Batizada PitaIA, a inteligência artificial da Diferente ajuda na montagem das cestas, conforme as preferências, restrições alimentares e estilo de vida de cada cliente. Além disso, o algoritmo sugere receitas com os itens despachados para a casa dos assinantes. Rodando desde 2022, a IA consumiu R$ 2 milhões, como conta Monçores, CTO da foodtech, em conversa com o NeoFeed.

A ferramenta tem se revelado útil também para alinhar a produção dos 50 agricultores parceiros da foodtech com a demanda do mercado - uma forma de evitar a perda e o desperdício de alimentos e baratear os produtos. Presente em 52 cidades paulistas, a startup cobra, em média, 40% menos do que o varejo.

Como funciona o robô da hamburgueria Rob’s

A inteligência artificial invadiu também as cozinhas profissionais. Sediada em Curitiba e a ser inaugurada nas próximas semanas, a Rob’s é a primeira hamburgueria automatizada do Brasil. Lá, a IA é aplicada em uma das etapas de produção do sanduíche. O algoritmo opera um sistema de visão computacional que faz o reconhecimento da carne. No processo, a IA avalia uma série de dados – do formato da porção à sua posição na chapa.

Fundadores da hamburgueria, os arquitetos Fabio Cardoso, CEO da empresa, e Eduardo Amaral investiram dois anos e R$ 2,5 milhões até chegar à tecnologia Rob’s. Quando decidiram abandonar as pranchetas para investir em alimentação, eles queriam um produto feito com ingredientes frescos e altamente padronizado.

Com a automação, a combinação se torna possível. O primeiro hambúrguer demora cinco minutos para ficar pronto. Os seguintes saem em 30 segundos. A linha de montagem da Rob’s exige apenas dois humanos – um na entrada da esteira, dando aquela douradinha no pão; e outro, responsável por fazer a conferência, antes de o sanduíche ser despachado para o cliente. Como Cardoso conta ao NeoFeed, no primeiro ano, a previsão é chegar a R$ 100 mil, com apenas dois funcionários.

A IA não atrai a atenção apenas das startups, mas também das empresas tradicionais. A Mars, de chocolates, e a Archer Daniels Midland (ADM), uma das maiores tradings agrícolas do mundo, por exemplo, se juntaram às foodtechs de inteligência artificial PIPA e Brightseed, respectivamente, na busca por novos ingredientes para o desenvolvimento de produtos plant-based e funcionais.

zoomagri
Com a tecnologia, a ZoomAgri rastreia as commodities agrícolas

Em julho, a gigante australiana GrainCorp liderou o aporte de US$ 6 milhões na novata ZoomAgri, que usa a ferramenta para fazer a inspeção e rastreabilidade de commodities agrícolas. A israelense Tastewise, que usa IA para vasculhar os interesses dos consumidores nas redes sociais e descobrir de o quê eles vão gostar na próxima estação, tem como clientes empresas do porte de PepsiCo.
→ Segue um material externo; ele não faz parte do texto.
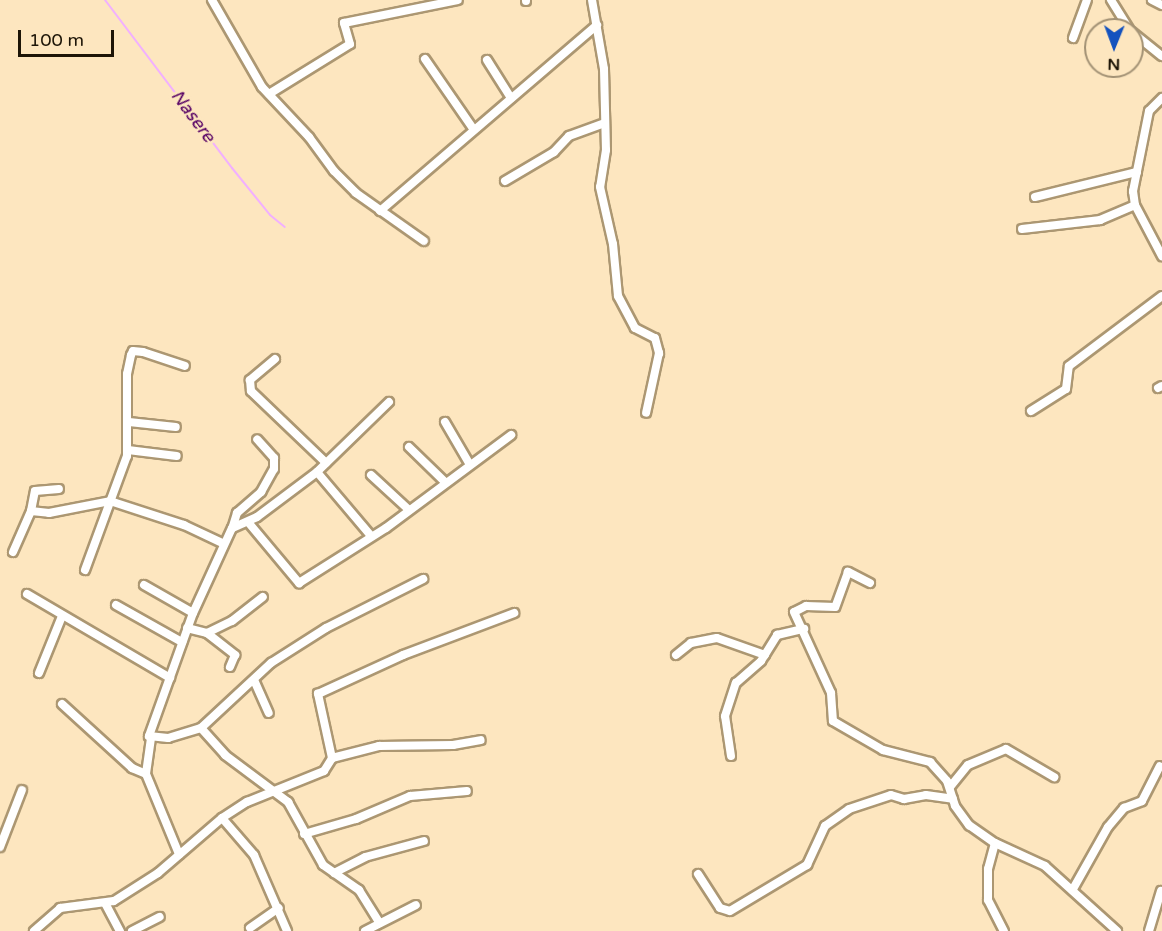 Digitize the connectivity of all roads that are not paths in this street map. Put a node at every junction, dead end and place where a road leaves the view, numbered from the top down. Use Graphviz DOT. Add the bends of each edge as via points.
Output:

A efervescência do ecossistema de inovação tem a ver, claro, com os avanços científicos e tecnológicos, mas grande parte do frisson em tono da ferramenta vem de uma mudança de comportamento do consumidor. Em especial, da geração Z, os jovens nascidos entre 1995 e 2010, “foodies”, por natureza.

“Embora os consumidores abracem prontamente a ciência e a tecnologia em várias áreas de suas vidas, eles tendem a ser cautelosos quando se trata de sua alimentação. Eles mantêm narrativas nostálgicas e idealizadas de alimentos obtidos o mais próximo possível da natureza e associam tecnologia com processamento e adulteração”, lê-se no relatório “Future of Food”, elaborado pela Backslash, a central de inteligência da agência global TBWA. “Felizmente, essas tensões estão evoluindo e representam uma oportunidade única para o setor alimentício.”